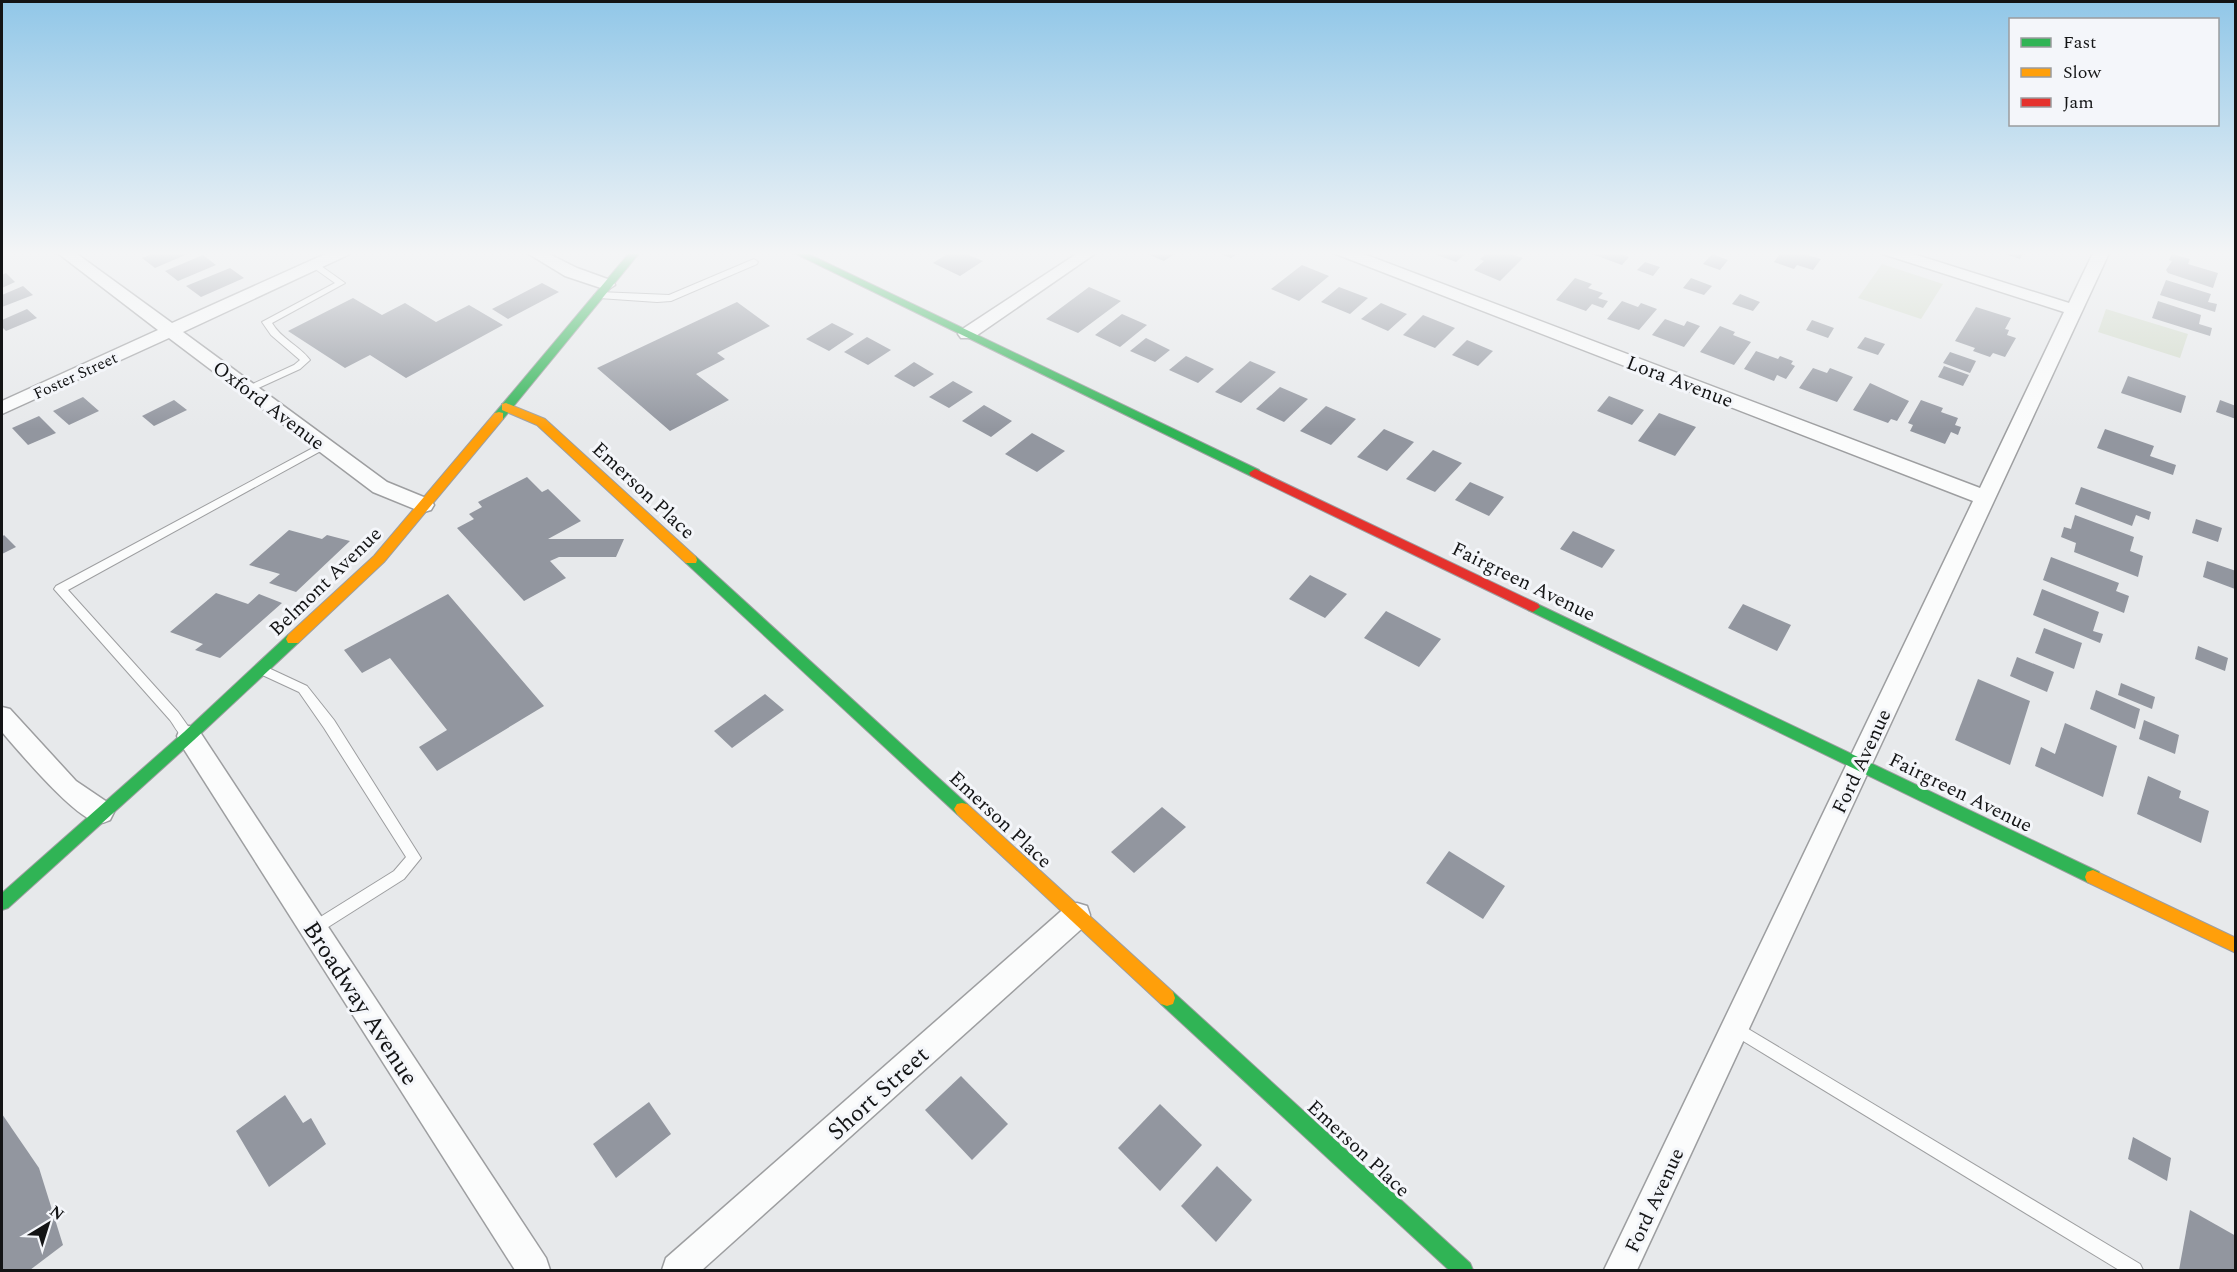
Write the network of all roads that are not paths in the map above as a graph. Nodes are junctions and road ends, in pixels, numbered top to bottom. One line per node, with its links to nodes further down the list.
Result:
1 (143, 310): 9 (street, Oxford Avenue)
2 (213, 310): 9 (street, Foster Street)
3 (289, 310): 11 (lane)
4 (586, 310): 12 (street, Belmont Avenue)
5 (918, 310): 10 (street, Fairgreen Avenue)
6 (1002, 310): 10 (street)
7 (1497, 310): 15 (street, Lora Avenue)
8 (2074, 310): 15 (street, Ford Avenue)
9 (170, 330): 11 (street, Oxford Avenue); 13 (street, Foster Street)
10 (967, 334): 20 (street, Fairgreen Avenue)
11 (249, 390): 14 (street, Oxford Avenue)
12 (506, 407): 16 (street, Belmont Avenue); 23 (street, Emerson Place)
13 (2, 408)
14 (324, 446): 16 (street, Oxford Avenue); 19 (lane)
15 (1985, 498): 20 (street, Ford Avenue)
16 (424, 504): 17 (street, Belmont Avenue)
17 (261, 669): 19 (street, Belmont Avenue); 24 (lane)
18 (2, 716): 21 (street)
19 (189, 736): 21 (street, Belmont Avenue); 24 (street, Broadway Avenue)
20 (1859, 765): 25 (street, Fairgreen Avenue); 26 (street, Ford Avenue)
21 (101, 812): 22 (street, Belmont Avenue)
22 (2, 903)
23 (1077, 915): 28 (street, Short Street); 29 (street, Emerson Place)
24 (314, 930): 27 (street, Broadway Avenue)
25 (2235, 946)
26 (1735, 1028): 30 (street, Ford Avenue); 31 (lane)
27 (534, 1270)
28 (678, 1270)
29 (1463, 1270)
30 (1620, 1270)
31 (2134, 1270)

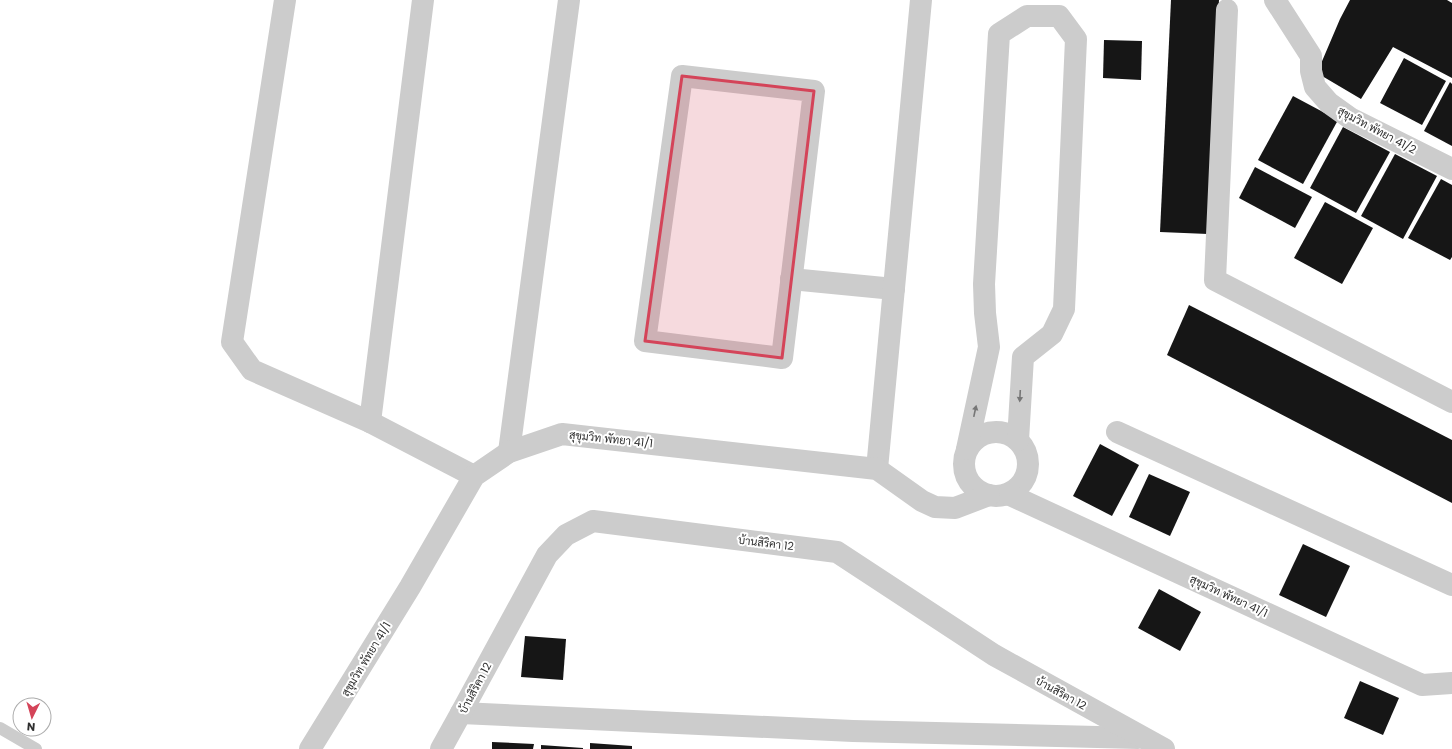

== == ==

Omit every picture, then write out the entries above exactly.

Write the network of all roads that are not paths in the map above as a graph. Nodes are junctions and road ends, in pixels, numbered top to bottom. One line per node, with its links to nodes further down the list.
Result:
1 (143, 310): 9 (street, Oxford Avenue)
2 (213, 310): 9 (street, Foster Street)
3 (289, 310): 11 (lane)
4 (586, 310): 12 (street, Belmont Avenue)
5 (918, 310): 10 (street, Fairgreen Avenue)
6 (1002, 310): 10 (street)
7 (1497, 310): 15 (street, Lora Avenue)
8 (2074, 310): 15 (street, Ford Avenue)
9 (170, 330): 11 (street, Oxford Avenue); 13 (street, Foster Street)
10 (967, 334): 20 (street, Fairgreen Avenue)
11 (249, 390): 14 (street, Oxford Avenue)
12 (506, 407): 16 (street, Belmont Avenue); 23 (street, Emerson Place)
13 (2, 408)
14 (324, 446): 16 (street, Oxford Avenue); 19 (lane)
15 (1985, 498): 20 (street, Ford Avenue)
16 (424, 504): 17 (street, Belmont Avenue)
17 (261, 669): 19 (street, Belmont Avenue); 24 (lane)
18 (2, 716): 21 (street)
19 (189, 736): 21 (street, Belmont Avenue); 24 (street, Broadway Avenue)
20 (1859, 765): 25 (street, Fairgreen Avenue); 26 (street, Ford Avenue)
21 (101, 812): 22 (street, Belmont Avenue)
22 (2, 903)
23 (1077, 915): 28 (street, Short Street); 29 (street, Emerson Place)
24 (314, 930): 27 (street, Broadway Avenue)
25 (2235, 946)
26 (1735, 1028): 30 (street, Ford Avenue); 31 (lane)
27 (534, 1270)
28 (678, 1270)
29 (1463, 1270)
30 (1620, 1270)
31 (2134, 1270)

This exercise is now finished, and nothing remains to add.